Papier glacé et écran glossy
Le 22/07/08 à 11:09 par Nicolas
Je ne sais pas du tout quel plaisir on peut trouver à regarder des filles un peu dénudées (ou pas) et vaguement célèbres. C’est pour moi un vrai mystère.
Car de toute évidence elles ne sont pas célèbres parce qu’elles sont belles, mais au contraire sont pour beaucoup d’entre elles réputées belles parce que célèbres. Disons connues. Enfin la plupart des gens savent dire leur nom quand ils en voient une image.
Je dis « la plupart des gens » car ce n’est généralement pas mon cas. De plus je crois qu’on peut souligner que les gens qui les reconnaissent sur des images ne sauraient pas les reconnaître dans la rue.
Qu’est-ce qui se joue là, quand ils regardent des images comme ça ? y passant parfois beaucoup de temps, y revenant comme le succès de Petite Mort, grâce auquel Blue sera bientôt multimiliardaire en carambars, en atteste.
Rêvent-ils béatement d’un monde inaccessible où ils n’ont aucune chance de rentrer car, précisément, il faut déjà y être d’une certaine manière pour y avoir accès ? Imaginent-ils vraiment que tout y est rose et merveilleux, alors que le bonheur ne peut consister, bien sûr, qu’à être riche et ignoré ? sont-ils simplement fascinés par les photos photoshopées de l’une ou l’autre pétasse en robe du soir de l’après-midi qui exhibe sa bague de fiançailles dans la vraie vie, mais devant des photographes, exactement comme le ferait une actrice de sit-com brésilienne ? avec le même sourire, les mêmes mimiques d’automate, les dents déjà rongées par le speed pris à trop fortes et fréquentes doses, mais ce n’est pas trop grave pour l’instant, elles ont de bons dentistes (précisons que ce post ne parle pas d’Adriana Lima, oh non).
Je m’en ouvrais hier à une amie, alors que nous étions mollement étendus à l’ombre de grands bambous verts et jaunes, non loin d’une bougainvillée en fleurs dans son pot.

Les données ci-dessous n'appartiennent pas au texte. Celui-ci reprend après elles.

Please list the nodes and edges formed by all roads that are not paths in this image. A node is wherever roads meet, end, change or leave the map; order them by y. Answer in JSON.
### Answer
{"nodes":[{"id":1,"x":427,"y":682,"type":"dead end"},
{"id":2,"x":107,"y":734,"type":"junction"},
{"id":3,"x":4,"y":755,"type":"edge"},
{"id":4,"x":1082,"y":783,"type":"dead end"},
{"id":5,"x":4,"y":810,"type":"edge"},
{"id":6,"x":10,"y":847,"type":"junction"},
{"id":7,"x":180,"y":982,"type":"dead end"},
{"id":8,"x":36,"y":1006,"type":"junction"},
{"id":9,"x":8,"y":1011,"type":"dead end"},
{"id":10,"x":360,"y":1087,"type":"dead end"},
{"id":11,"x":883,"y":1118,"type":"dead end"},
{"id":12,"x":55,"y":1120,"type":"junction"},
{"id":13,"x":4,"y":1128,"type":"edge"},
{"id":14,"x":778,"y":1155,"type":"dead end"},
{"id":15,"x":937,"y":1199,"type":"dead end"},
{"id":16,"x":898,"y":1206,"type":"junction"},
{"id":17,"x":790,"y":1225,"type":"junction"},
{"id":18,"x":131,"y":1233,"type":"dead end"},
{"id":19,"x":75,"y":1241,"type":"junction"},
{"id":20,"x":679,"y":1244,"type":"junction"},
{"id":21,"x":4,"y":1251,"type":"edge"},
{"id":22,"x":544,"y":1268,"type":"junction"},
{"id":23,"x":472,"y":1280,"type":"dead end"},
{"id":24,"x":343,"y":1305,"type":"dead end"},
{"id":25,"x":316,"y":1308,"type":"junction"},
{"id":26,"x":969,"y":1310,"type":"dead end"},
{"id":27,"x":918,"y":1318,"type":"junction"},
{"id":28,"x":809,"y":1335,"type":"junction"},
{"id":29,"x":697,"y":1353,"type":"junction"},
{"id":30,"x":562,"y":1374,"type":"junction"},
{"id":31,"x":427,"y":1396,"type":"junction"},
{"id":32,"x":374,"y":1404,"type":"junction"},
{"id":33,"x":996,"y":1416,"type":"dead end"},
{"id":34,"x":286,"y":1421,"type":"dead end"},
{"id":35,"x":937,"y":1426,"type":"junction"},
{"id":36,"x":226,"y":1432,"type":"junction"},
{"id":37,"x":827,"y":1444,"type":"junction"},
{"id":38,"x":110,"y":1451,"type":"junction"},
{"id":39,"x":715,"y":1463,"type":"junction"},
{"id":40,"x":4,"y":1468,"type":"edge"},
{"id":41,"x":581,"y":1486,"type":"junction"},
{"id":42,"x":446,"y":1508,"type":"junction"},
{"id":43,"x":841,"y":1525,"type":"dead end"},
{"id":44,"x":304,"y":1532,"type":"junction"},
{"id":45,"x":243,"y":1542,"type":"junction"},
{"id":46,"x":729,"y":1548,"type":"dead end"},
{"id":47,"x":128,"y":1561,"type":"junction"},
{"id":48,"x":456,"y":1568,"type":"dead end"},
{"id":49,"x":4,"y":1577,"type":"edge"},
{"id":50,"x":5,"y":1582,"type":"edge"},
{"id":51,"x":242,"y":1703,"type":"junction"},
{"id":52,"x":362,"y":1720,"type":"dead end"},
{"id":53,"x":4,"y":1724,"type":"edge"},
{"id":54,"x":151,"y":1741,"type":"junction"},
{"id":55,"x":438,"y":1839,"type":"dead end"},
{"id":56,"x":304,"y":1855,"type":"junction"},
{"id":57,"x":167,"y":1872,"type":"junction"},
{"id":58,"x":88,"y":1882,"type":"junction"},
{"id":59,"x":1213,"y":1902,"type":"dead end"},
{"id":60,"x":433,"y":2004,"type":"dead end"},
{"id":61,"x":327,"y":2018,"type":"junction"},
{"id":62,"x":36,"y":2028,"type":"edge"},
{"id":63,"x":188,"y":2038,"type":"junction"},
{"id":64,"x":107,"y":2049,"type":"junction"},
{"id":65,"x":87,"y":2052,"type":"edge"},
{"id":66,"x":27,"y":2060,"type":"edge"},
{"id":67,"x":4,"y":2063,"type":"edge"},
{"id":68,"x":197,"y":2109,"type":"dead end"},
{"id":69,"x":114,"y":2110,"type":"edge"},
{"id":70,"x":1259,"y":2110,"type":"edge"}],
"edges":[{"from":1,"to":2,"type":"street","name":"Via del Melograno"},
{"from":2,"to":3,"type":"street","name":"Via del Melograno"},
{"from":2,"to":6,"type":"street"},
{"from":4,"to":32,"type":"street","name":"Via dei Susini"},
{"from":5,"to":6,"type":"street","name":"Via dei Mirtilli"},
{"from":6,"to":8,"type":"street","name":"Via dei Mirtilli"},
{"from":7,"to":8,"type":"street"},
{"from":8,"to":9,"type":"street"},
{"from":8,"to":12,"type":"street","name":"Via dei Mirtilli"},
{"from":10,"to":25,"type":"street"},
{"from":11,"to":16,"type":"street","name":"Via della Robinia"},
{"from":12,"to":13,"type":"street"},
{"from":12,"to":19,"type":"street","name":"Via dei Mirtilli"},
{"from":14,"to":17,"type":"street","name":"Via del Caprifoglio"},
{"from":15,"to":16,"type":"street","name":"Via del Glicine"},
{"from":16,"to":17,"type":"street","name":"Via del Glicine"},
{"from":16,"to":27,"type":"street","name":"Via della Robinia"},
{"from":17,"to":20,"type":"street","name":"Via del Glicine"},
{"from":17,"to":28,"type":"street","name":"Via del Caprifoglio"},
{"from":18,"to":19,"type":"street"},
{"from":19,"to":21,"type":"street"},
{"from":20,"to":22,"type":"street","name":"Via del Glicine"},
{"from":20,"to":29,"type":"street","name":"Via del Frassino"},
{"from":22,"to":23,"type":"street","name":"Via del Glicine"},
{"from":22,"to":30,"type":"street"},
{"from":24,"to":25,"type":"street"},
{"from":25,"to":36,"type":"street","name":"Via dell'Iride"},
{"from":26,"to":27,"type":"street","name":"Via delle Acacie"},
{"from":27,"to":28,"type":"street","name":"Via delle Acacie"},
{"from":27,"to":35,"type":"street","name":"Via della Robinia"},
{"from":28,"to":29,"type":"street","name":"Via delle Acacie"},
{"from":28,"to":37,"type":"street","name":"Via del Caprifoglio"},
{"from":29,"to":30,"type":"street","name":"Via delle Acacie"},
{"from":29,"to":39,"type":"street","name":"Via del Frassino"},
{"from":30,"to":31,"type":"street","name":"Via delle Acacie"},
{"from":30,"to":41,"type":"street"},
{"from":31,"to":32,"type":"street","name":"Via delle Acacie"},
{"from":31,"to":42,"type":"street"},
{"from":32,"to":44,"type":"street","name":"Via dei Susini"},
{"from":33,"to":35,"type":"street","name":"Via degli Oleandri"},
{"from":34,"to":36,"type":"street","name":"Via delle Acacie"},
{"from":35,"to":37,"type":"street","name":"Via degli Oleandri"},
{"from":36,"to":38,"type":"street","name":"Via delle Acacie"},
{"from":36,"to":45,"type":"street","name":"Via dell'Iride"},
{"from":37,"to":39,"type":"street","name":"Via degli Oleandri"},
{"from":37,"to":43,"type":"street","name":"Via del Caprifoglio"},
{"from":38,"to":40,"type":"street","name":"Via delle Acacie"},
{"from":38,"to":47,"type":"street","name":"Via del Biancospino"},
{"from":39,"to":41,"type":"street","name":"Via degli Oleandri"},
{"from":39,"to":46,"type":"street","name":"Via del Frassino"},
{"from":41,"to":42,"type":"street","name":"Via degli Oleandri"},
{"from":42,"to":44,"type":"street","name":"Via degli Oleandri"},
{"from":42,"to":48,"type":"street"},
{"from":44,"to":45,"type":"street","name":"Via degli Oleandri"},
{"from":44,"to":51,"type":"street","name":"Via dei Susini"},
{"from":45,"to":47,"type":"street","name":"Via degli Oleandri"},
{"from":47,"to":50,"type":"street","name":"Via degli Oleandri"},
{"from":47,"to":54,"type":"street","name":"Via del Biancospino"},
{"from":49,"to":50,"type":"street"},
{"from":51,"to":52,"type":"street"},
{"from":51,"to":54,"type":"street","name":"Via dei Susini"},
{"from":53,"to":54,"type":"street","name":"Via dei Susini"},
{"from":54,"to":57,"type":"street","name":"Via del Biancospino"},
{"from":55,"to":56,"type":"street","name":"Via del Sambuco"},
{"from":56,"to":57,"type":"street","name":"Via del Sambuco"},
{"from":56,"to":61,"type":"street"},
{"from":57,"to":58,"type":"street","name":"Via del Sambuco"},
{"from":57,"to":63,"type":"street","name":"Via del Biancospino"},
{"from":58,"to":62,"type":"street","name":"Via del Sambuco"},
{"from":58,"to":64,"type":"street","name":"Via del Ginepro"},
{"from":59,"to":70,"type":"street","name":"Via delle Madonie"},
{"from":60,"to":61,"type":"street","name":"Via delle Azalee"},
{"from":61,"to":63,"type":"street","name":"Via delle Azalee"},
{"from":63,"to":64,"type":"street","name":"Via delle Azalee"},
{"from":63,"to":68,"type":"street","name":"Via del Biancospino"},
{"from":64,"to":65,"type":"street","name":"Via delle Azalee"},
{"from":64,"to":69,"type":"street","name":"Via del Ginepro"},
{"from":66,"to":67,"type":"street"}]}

Elle posa le vieux numéro de Critique qu’elle lisait.
Je crois que leur vie est si triste et vide qu’il leur faut bien un peu de rêve. Ils ont aussi les films pornos mais pour se branler sous la douche, ils doivent préférer les belles femmes connues que tout le monde peut voir et fait semblant d’apprécier beaucoup. Ça les flatte plus. Même dans le narcissisme et la perversion, ils sont petits et décevants. En carton-pâte.
J’aime les femmes intelligentes. Je trouve ça reposant.

… Bon. Je vais me jeter par la fenêtre, ça sera sans doute plus rapide.
Psss… vous êtes au premier.
Sinon, votre amie devrait avoir compris que les hommes désirent ce que les autres hommes désirent. Du bac à sable aux magazines people. Si tout le monde le veut, ils le veulent encore plus. La fille en est magnifiée.
C’est comparable aux phénomènes spéculatifs en économie. Un produit, par exemple des tulipes, s’achètent à prix d’or. Les cours montent. On se jette dessus. Voyant cela, les suiveurs se précipitent, ils s’arrachent les tulipes. Evidemment ça finit en crack.
Pour vous le prouver, je m’en vais acheter une bougainvillée plus grosse que la votre. Voilà.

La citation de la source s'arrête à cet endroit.